■ WHAT YOU NEED TO DO:
Reproduce the listing exactly, with no pictures in your copy.

----------

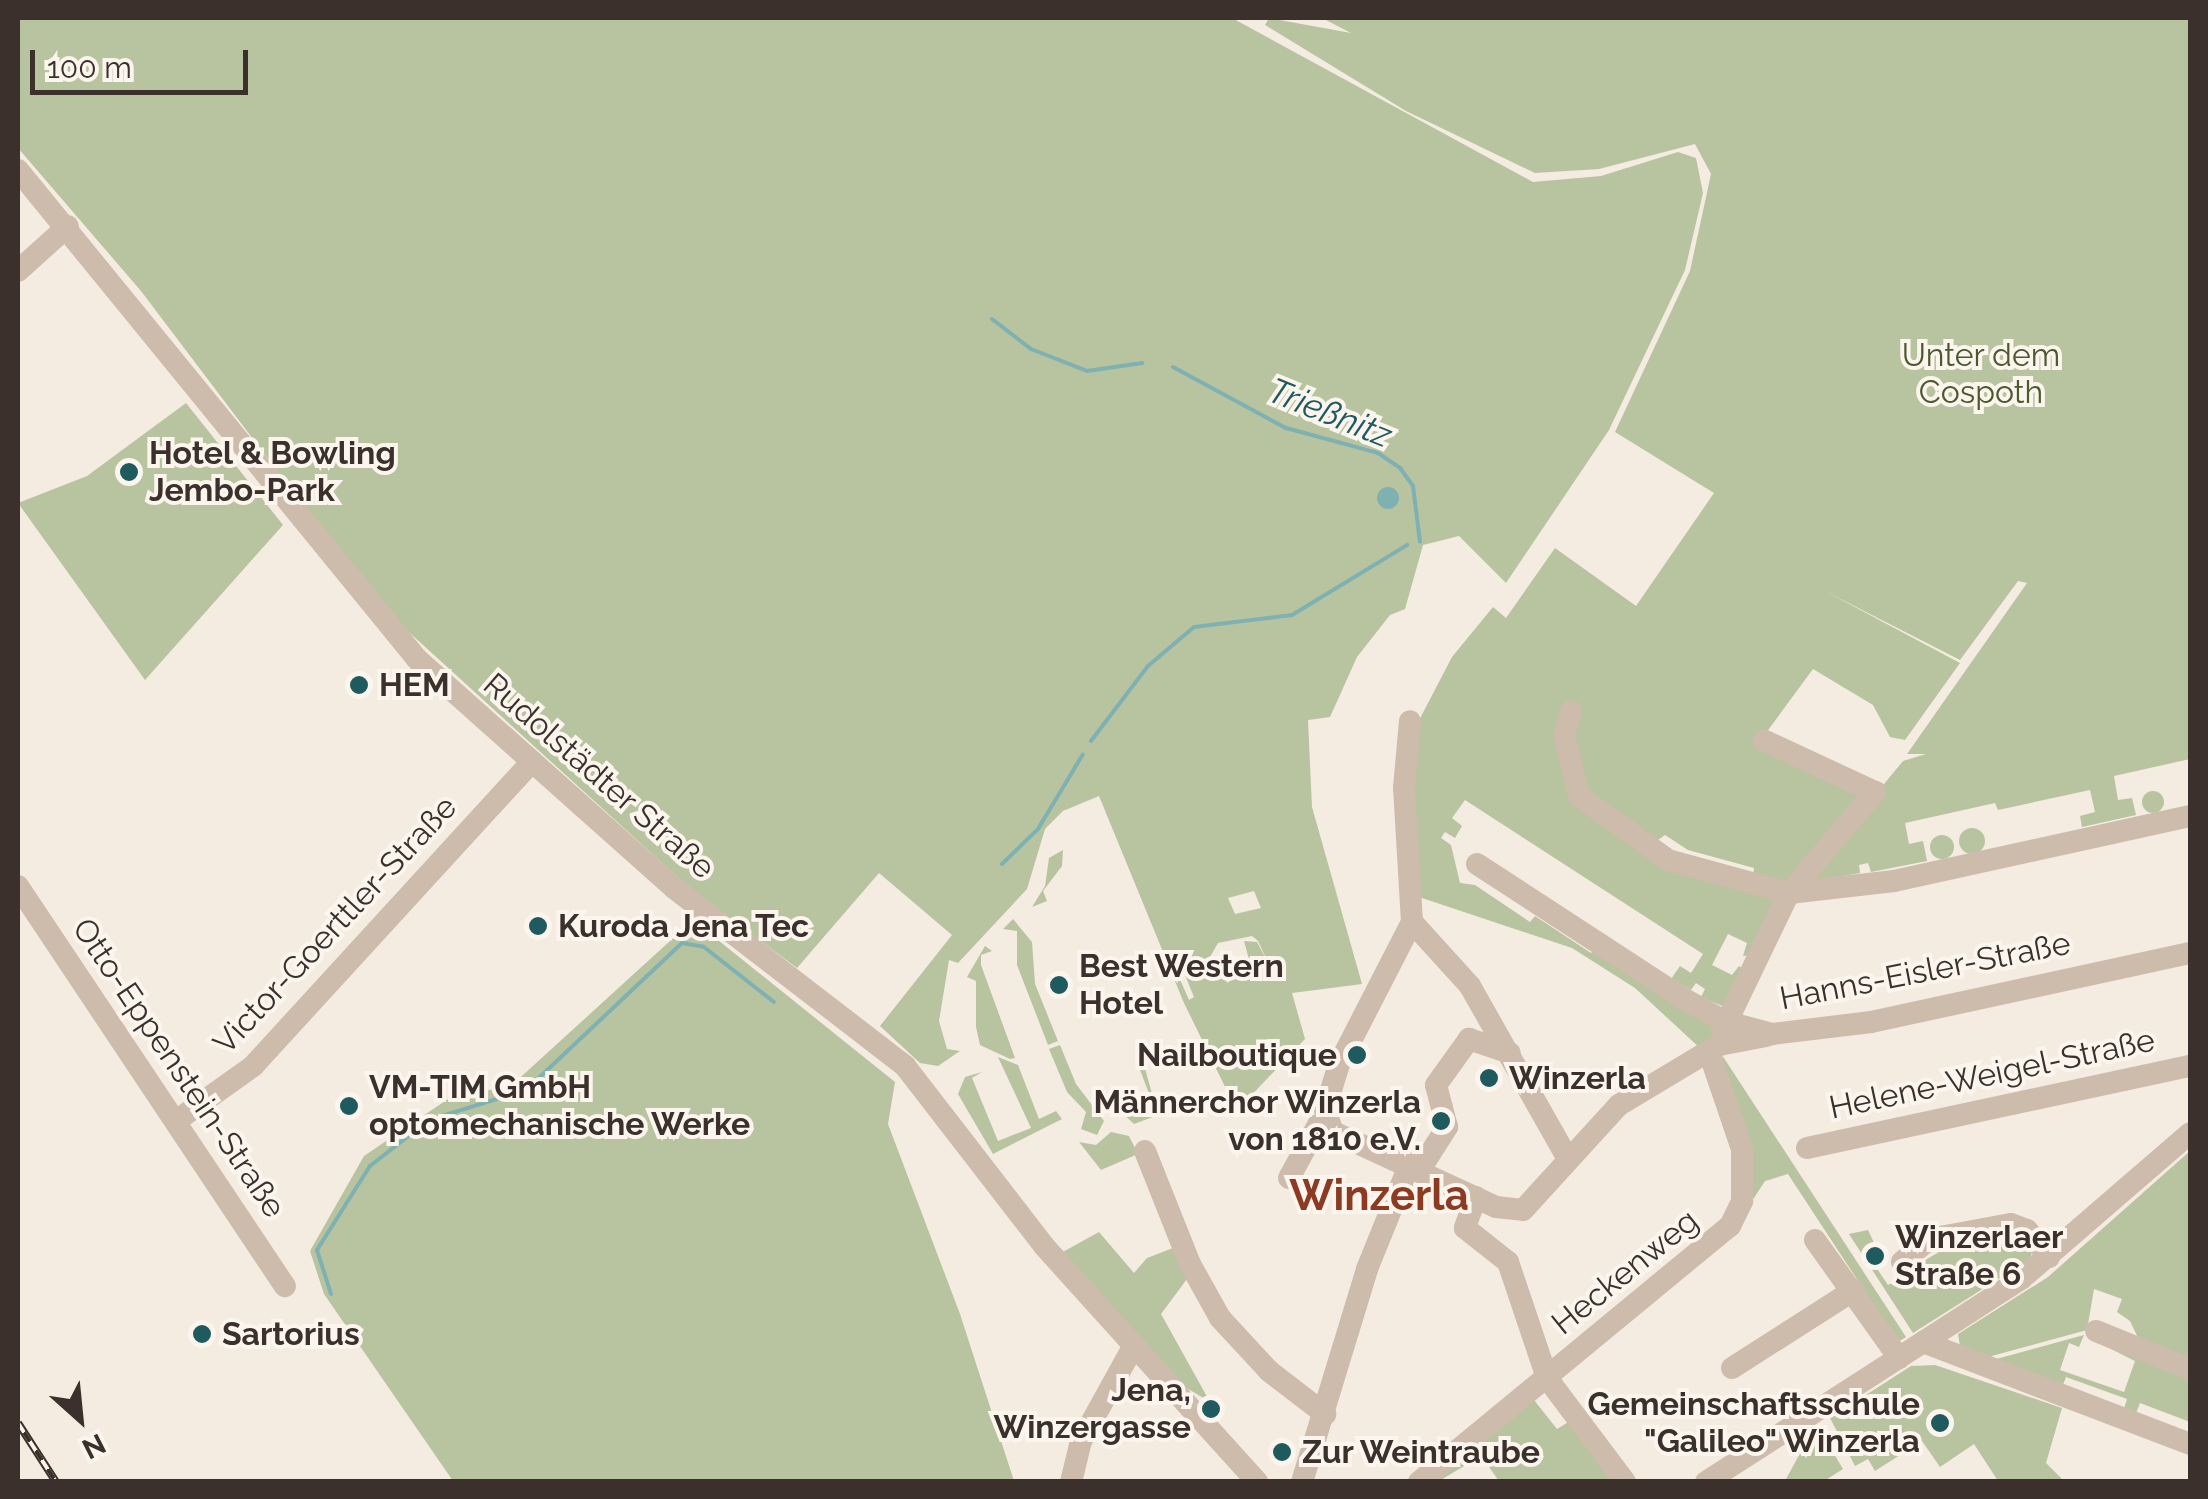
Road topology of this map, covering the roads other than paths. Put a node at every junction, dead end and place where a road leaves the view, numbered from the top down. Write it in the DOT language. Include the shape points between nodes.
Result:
graph roads {
  1 [pos="18,170"];
  2 [pos="68,226"];
  3 [pos="18,271"];
  4 [pos="1571,711"];
  5 [pos="1410,722"];
  6 [pos="1763,740"];
  7 [pos="532,761"];
  8 [pos="2190,816"];
  9 [pos="1477,864"];
  10 [pos="18,886"];
  11 [pos="1789,893"];
  12 [pos="1412,922"];
  13 [pos="2190,954"];
  14 [pos="1724,1021"];
  15 [pos="1772,1034"];
  16 [pos="1714,1049"];
  17 [pos="1510,1053"];
  18 [pos="2190,1066"];
  19 [pos="176,1122"];
  20 [pos="1333,1132"];
  21 [pos="2190,1133"];
  22 [pos="1807,1148"];
  23 [pos="1145,1151"];
  24 [pos="1568,1159"];
  25 [pos="1416,1165"];
  26 [pos="1290,1178"];
  27 [pos="1476,1198"];
  28 [pos="1816,1240"];
  29 [pos="2048,1258"];
  30 [pos="1902,1262"];
  31 [pos="285,1286"];
  32 [pos="1854,1290"];
  33 [pos="2096,1331"];
  34 [pos="1923,1342"];
  35 [pos="1134,1347"];
  36 [pos="1899,1358"];
  37 [pos="1732,1368"];
  38 [pos="2190,1368"];
  39 [pos="1546,1378"];
  40 [pos="1325,1414"];
  41 [pos="2190,1444"];
  42 [pos="1070,1482"];
  43 [pos="1257,1482"];
  44 [pos="1302,1482"];
  45 [pos="1419,1482"];
  46 [pos="1625,1482"];
  47 [pos="1706,1482"];
  1 -- 2 [label="street, Rudolstädter Straße"];
  2 -- 3 [label="street"];
  2 -- 7 [label="street, Rudolstädter Straße" via="354,590 416,658"];
  4 -- 11 [label="street" via="1564,735 1579,796 1668,860"];
  5 -- 12 [label="street" via="1404,788"];
  6 -- 11 [label="street" via="1876,792"];
  7 -- 19 [label="street, Victor-Goerttler-Straße" via="252,1066"];
  7 -- 35 [label="street, Rudolstädter Straße" via="674,888 905,1066 1044,1246"];
  8 -- 11 [label="street" via="1894,880"];
  9 -- 14 [label="street, Hanns-Eisler-Straße"];
  10 -- 19 [label="street, Otto-Eppenstein-Straße"];
  11 -- 14 [label="street"];
  12 -- 17 [label="street" via="1466,980"];
  12 -- 20 [label="street" via="1339,1064 1324,1116"];
  13 -- 15 [label="street, Hanns-Eisler-Straße" via="1870,1022"];
  14 -- 15 [label="street, Hanns-Eisler-Straße"];
  14 -- 16 [label="street"];
  15 -- 16 [label="street"];
  16 -- 24 [label="street" via="1619,1105"];
  16 -- 39 [label="street, Heckenweg" via="1742,1149 1736,1216 1711,1247"];
  17 -- 24 [label="street"];
  17 -- 25 [label="street" via="1469,1039 1436,1085 1447,1126"];
  18 -- 22 [label="street, Helene-Weigel-Straße"];
  19 -- 31 [label="street, Otto-Eppenstein-Straße"];
  20 -- 25 [label="street"];
  20 -- 26 [label="street" via="1318,1125"];
  21 -- 29 [label="street"];
  23 -- 40 [label="street" via="1190,1264 1220,1318 1269,1371"];
  24 -- 27 [label="street" via="1526,1208 1509,1211"];
  25 -- 27 [label="street"];
  25 -- 40 [label="street" via="1368,1268"];
  27 -- 39 [label="street" via="1465,1227 1509,1264"];
  28 -- 32 [label="street"];
  29 -- 30 [label="street" via="2027,1230 2011,1224 1930,1239"];
  29 -- 34 [label="street"];
  32 -- 36 [label="street"];
  32 -- 37 [label="street"];
  33 -- 38 [label="street"];
  34 -- 36 [label="street"];
  34 -- 41 [label="street"];
  35 -- 42 [label="street" via="1081,1441"];
  35 -- 43 [label="street, Rudolstädter Straße"];
  36 -- 47 [label="street"];
  39 -- 45 [label="street, Heckenweg"];
  39 -- 46 [label="street"];
  40 -- 44 [label="street"];
}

----------

■ WORKED SOLUTION:
Road topology of this map, covering the roads other than paths. Put a node at every junction, dead end and place where a road leaves the view, numbered from the top down. Write it in the DOT language. Include the shape points between nodes.
Result:
graph roads {
  1 [pos="18,170"];
  2 [pos="68,226"];
  3 [pos="18,271"];
  4 [pos="1571,711"];
  5 [pos="1410,722"];
  6 [pos="1763,740"];
  7 [pos="532,761"];
  8 [pos="2190,816"];
  9 [pos="1477,864"];
  10 [pos="18,886"];
  11 [pos="1789,893"];
  12 [pos="1412,922"];
  13 [pos="2190,954"];
  14 [pos="1724,1021"];
  15 [pos="1772,1034"];
  16 [pos="1714,1049"];
  17 [pos="1510,1053"];
  18 [pos="2190,1066"];
  19 [pos="176,1122"];
  20 [pos="1333,1132"];
  21 [pos="2190,1133"];
  22 [pos="1807,1148"];
  23 [pos="1145,1151"];
  24 [pos="1568,1159"];
  25 [pos="1416,1165"];
  26 [pos="1290,1178"];
  27 [pos="1476,1198"];
  28 [pos="1816,1240"];
  29 [pos="2048,1258"];
  30 [pos="1902,1262"];
  31 [pos="285,1286"];
  32 [pos="1854,1290"];
  33 [pos="2096,1331"];
  34 [pos="1923,1342"];
  35 [pos="1134,1347"];
  36 [pos="1899,1358"];
  37 [pos="1732,1368"];
  38 [pos="2190,1368"];
  39 [pos="1546,1378"];
  40 [pos="1325,1414"];
  41 [pos="2190,1444"];
  42 [pos="1070,1482"];
  43 [pos="1257,1482"];
  44 [pos="1302,1482"];
  45 [pos="1419,1482"];
  46 [pos="1625,1482"];
  47 [pos="1706,1482"];
  1 -- 2 [label="street, Rudolstädter Straße"];
  2 -- 3 [label="street"];
  2 -- 7 [label="street, Rudolstädter Straße" via="354,590 416,658"];
  4 -- 11 [label="street" via="1564,735 1579,796 1668,860"];
  5 -- 12 [label="street" via="1404,788"];
  6 -- 11 [label="street" via="1876,792"];
  7 -- 19 [label="street, Victor-Goerttler-Straße" via="252,1066"];
  7 -- 35 [label="street, Rudolstädter Straße" via="674,888 905,1066 1044,1246"];
  8 -- 11 [label="street" via="1894,880"];
  9 -- 14 [label="street, Hanns-Eisler-Straße"];
  10 -- 19 [label="street, Otto-Eppenstein-Straße"];
  11 -- 14 [label="street"];
  12 -- 17 [label="street" via="1466,980"];
  12 -- 20 [label="street" via="1339,1064 1324,1116"];
  13 -- 15 [label="street, Hanns-Eisler-Straße" via="1870,1022"];
  14 -- 15 [label="street, Hanns-Eisler-Straße"];
  14 -- 16 [label="street"];
  15 -- 16 [label="street"];
  16 -- 24 [label="street" via="1619,1105"];
  16 -- 39 [label="street, Heckenweg" via="1742,1149 1736,1216 1711,1247"];
  17 -- 24 [label="street"];
  17 -- 25 [label="street" via="1469,1039 1436,1085 1447,1126"];
  18 -- 22 [label="street, Helene-Weigel-Straße"];
  19 -- 31 [label="street, Otto-Eppenstein-Straße"];
  20 -- 25 [label="street"];
  20 -- 26 [label="street" via="1318,1125"];
  21 -- 29 [label="street"];
  23 -- 40 [label="street" via="1190,1264 1220,1318 1269,1371"];
  24 -- 27 [label="street" via="1526,1208 1509,1211"];
  25 -- 27 [label="street"];
  25 -- 40 [label="street" via="1368,1268"];
  27 -- 39 [label="street" via="1465,1227 1509,1264"];
  28 -- 32 [label="street"];
  29 -- 30 [label="street" via="2027,1230 2011,1224 1930,1239"];
  29 -- 34 [label="street"];
  32 -- 36 [label="street"];
  32 -- 37 [label="street"];
  33 -- 38 [label="street"];
  34 -- 36 [label="street"];
  34 -- 41 [label="street"];
  35 -- 42 [label="street" via="1081,1441"];
  35 -- 43 [label="street, Rudolstädter Straße"];
  36 -- 47 [label="street"];
  39 -- 45 [label="street, Heckenweg"];
  39 -- 46 [label="street"];
  40 -- 44 [label="street"];
}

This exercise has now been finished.